*** RECORDS SHOWN Section Begins ***
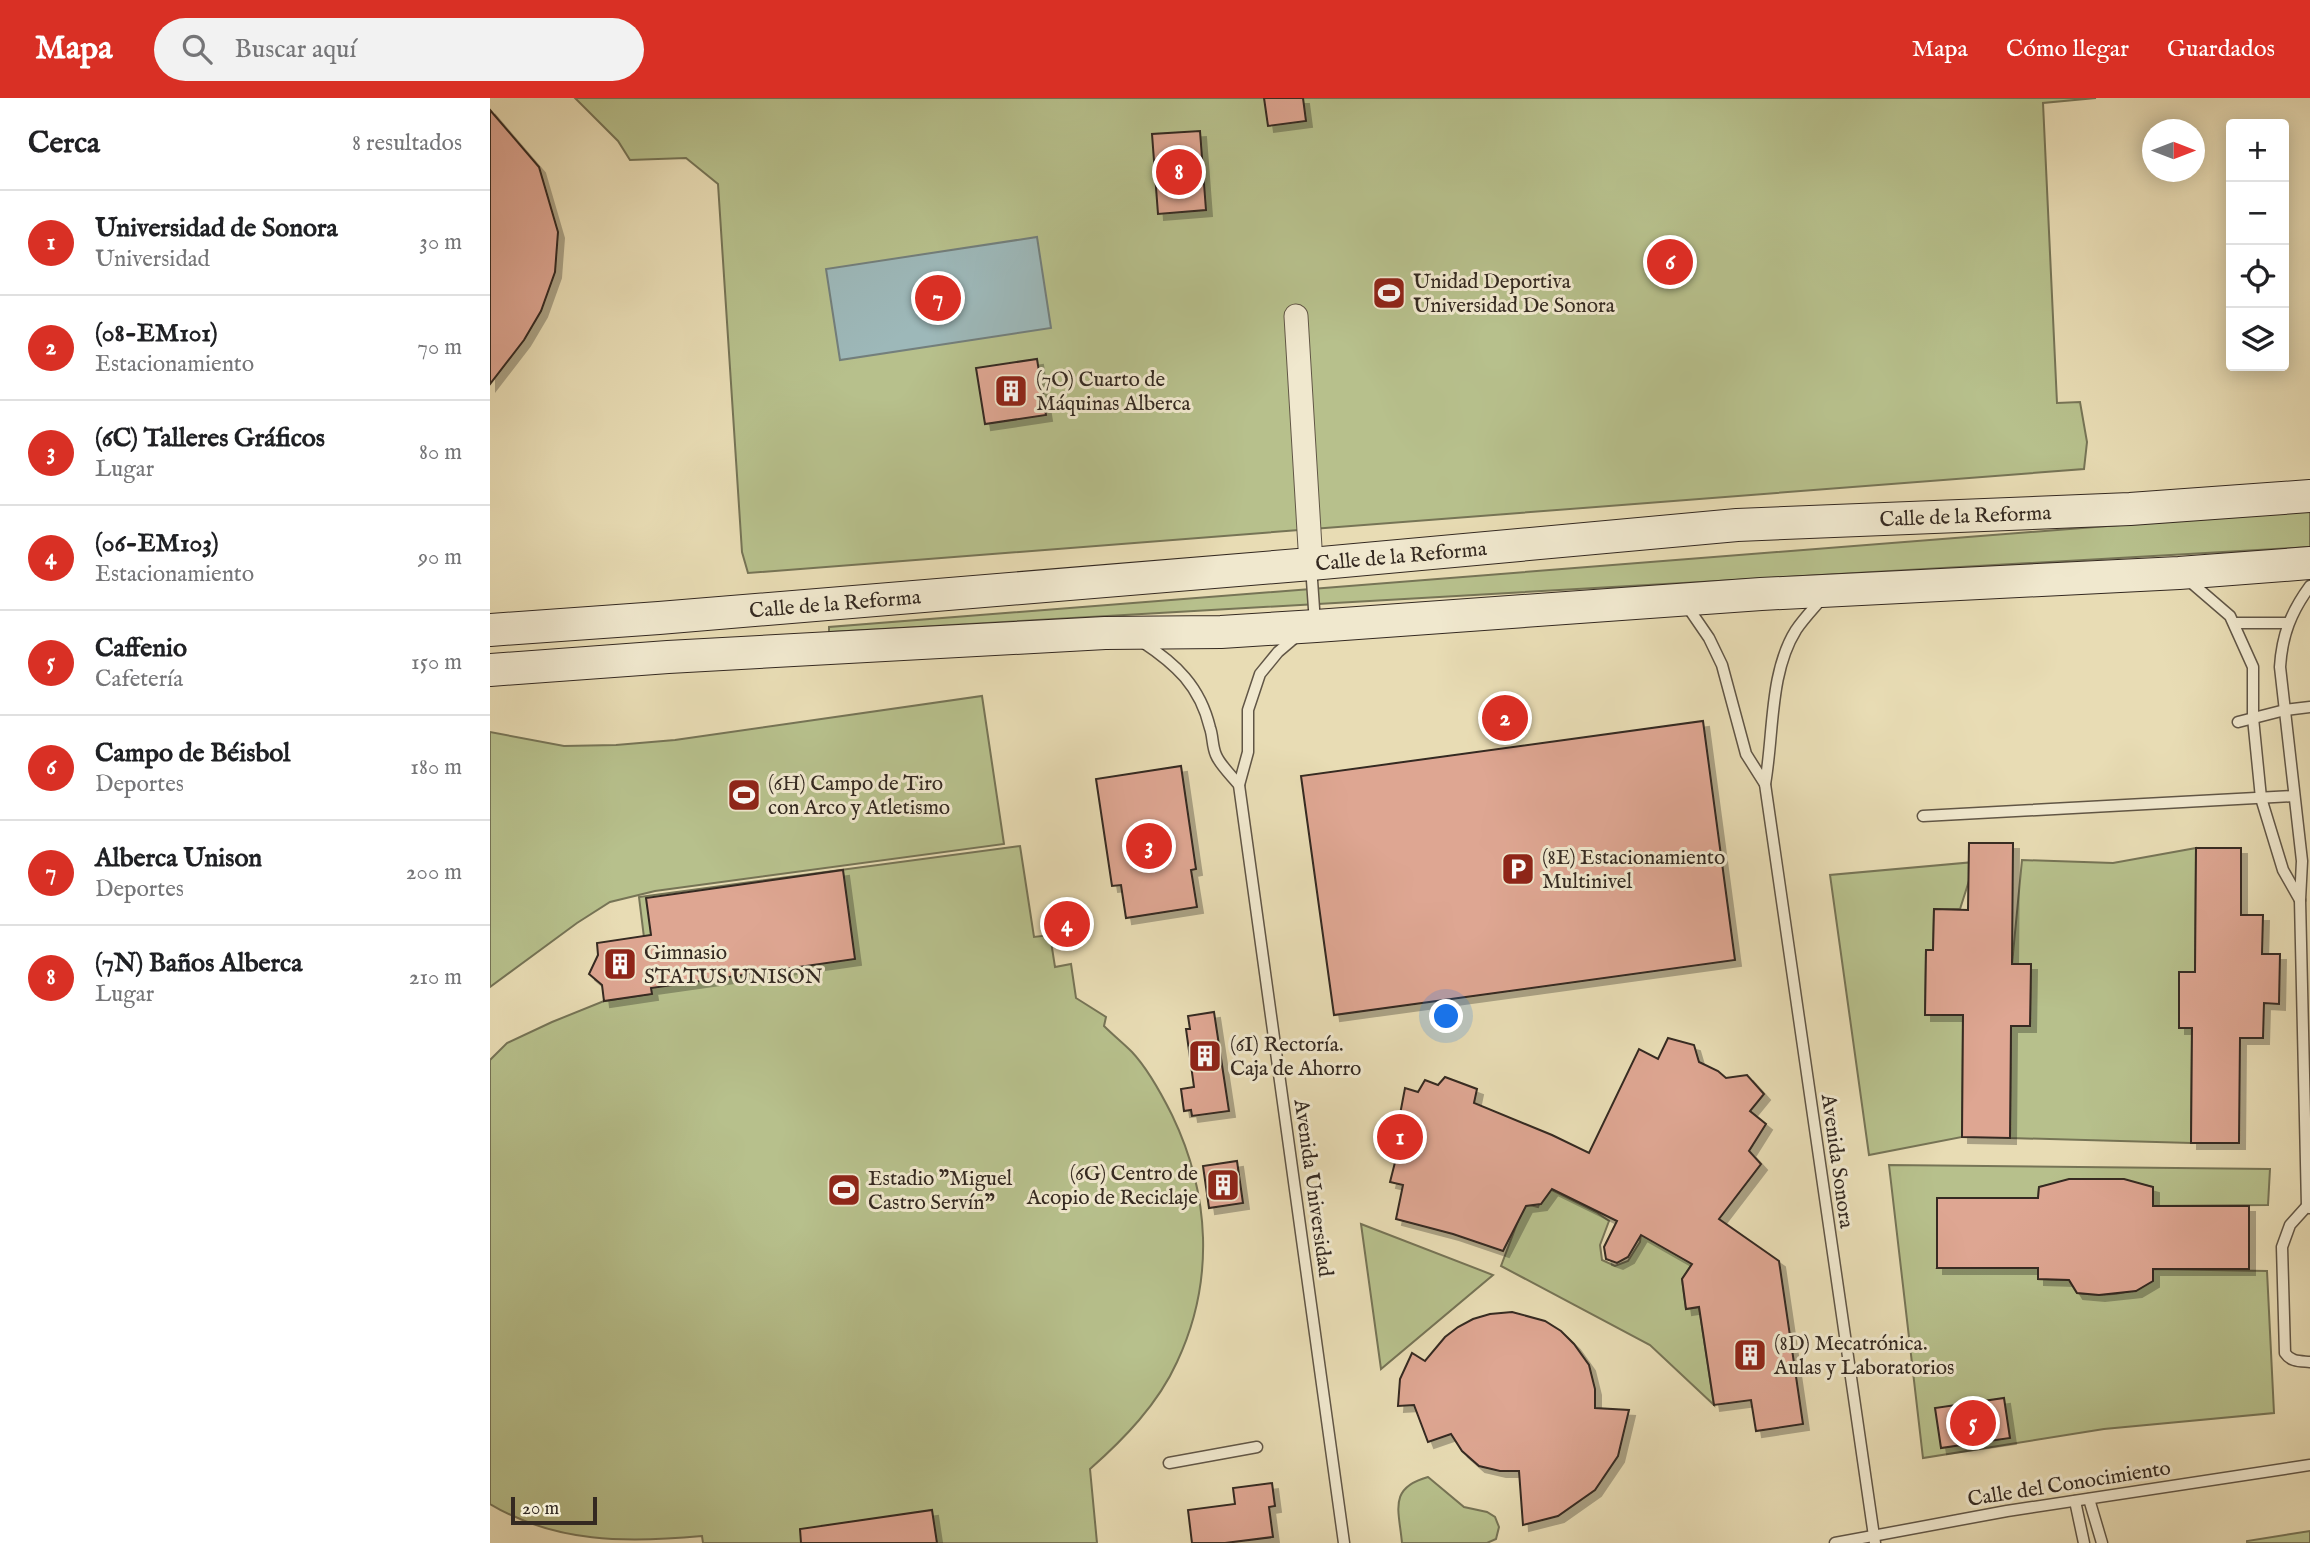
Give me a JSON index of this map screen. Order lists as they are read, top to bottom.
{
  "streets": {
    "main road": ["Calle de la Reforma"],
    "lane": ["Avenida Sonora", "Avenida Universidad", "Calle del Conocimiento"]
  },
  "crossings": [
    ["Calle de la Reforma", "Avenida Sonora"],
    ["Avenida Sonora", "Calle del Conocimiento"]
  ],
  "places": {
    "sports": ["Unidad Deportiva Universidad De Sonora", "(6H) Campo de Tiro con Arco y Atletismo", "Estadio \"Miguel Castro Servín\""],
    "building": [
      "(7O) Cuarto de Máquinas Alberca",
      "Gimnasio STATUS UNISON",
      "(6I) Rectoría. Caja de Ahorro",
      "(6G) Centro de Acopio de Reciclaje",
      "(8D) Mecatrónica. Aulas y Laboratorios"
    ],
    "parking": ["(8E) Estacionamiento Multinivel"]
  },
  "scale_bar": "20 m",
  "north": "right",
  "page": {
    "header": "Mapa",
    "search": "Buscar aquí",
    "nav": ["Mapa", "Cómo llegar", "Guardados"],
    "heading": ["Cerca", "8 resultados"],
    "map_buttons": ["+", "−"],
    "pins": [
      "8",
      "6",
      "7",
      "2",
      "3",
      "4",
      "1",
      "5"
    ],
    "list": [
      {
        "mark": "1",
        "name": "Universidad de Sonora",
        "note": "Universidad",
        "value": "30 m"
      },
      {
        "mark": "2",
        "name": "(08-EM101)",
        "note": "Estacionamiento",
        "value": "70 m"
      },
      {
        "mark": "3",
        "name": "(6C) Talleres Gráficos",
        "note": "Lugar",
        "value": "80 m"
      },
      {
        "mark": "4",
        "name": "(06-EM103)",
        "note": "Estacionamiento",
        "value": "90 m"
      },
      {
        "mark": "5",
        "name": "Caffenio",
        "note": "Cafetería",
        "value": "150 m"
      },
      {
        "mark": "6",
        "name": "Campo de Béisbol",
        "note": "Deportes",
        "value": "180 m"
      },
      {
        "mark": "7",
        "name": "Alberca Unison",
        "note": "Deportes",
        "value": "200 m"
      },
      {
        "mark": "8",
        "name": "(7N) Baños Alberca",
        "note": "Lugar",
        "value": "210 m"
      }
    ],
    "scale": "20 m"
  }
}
*** RECORDS SHOWN Section Ends ***
*** RECORDS SHOWN Section Begins ***
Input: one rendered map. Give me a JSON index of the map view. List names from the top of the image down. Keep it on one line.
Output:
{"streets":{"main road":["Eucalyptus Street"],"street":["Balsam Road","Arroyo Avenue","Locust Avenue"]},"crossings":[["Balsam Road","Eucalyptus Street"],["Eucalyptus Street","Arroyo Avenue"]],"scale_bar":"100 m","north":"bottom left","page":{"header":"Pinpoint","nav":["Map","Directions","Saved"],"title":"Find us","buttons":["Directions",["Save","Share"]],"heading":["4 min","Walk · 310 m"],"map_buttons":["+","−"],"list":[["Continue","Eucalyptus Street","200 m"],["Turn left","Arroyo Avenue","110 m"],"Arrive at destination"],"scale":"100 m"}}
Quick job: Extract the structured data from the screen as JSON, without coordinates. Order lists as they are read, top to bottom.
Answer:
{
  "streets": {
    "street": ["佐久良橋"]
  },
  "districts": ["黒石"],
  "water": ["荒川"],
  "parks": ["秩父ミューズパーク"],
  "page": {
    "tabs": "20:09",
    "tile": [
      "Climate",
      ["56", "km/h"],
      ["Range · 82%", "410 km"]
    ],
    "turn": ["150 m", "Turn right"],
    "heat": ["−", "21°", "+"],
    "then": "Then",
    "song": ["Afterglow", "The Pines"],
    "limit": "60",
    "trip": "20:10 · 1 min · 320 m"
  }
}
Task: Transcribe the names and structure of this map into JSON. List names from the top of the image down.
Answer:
*** RECORDS SHOWN Section Ends ***
*** RECORDS SHOWN Section Begins ***
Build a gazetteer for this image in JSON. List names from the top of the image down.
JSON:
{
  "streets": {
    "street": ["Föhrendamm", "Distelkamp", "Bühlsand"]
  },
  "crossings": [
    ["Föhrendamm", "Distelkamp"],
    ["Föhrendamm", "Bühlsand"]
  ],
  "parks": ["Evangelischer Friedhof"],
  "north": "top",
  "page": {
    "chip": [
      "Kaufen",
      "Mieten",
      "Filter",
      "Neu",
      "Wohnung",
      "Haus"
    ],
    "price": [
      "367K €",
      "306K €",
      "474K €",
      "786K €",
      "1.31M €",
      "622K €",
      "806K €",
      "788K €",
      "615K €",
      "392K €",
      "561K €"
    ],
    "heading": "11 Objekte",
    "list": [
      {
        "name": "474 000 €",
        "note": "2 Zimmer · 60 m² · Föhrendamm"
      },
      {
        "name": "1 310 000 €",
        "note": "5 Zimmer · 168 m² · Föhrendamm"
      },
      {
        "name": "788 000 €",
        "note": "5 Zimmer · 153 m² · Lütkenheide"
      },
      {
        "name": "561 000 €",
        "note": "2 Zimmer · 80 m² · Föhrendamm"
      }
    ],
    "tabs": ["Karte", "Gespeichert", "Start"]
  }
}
*** RECORDS SHOWN Section Ends ***
If a line in the entries includes the word "image", copy that line out.

### ANSWER TO THE PROBLEM
Input: one rendered map. Give me a JSON index of the map view. List names from the top of the image down. Keep it on one line.
Task: Transcribe the names and structure of this map into JSON. List names from the top of the image down.
Build a gazetteer for this image in JSON. List names from the top of the image down.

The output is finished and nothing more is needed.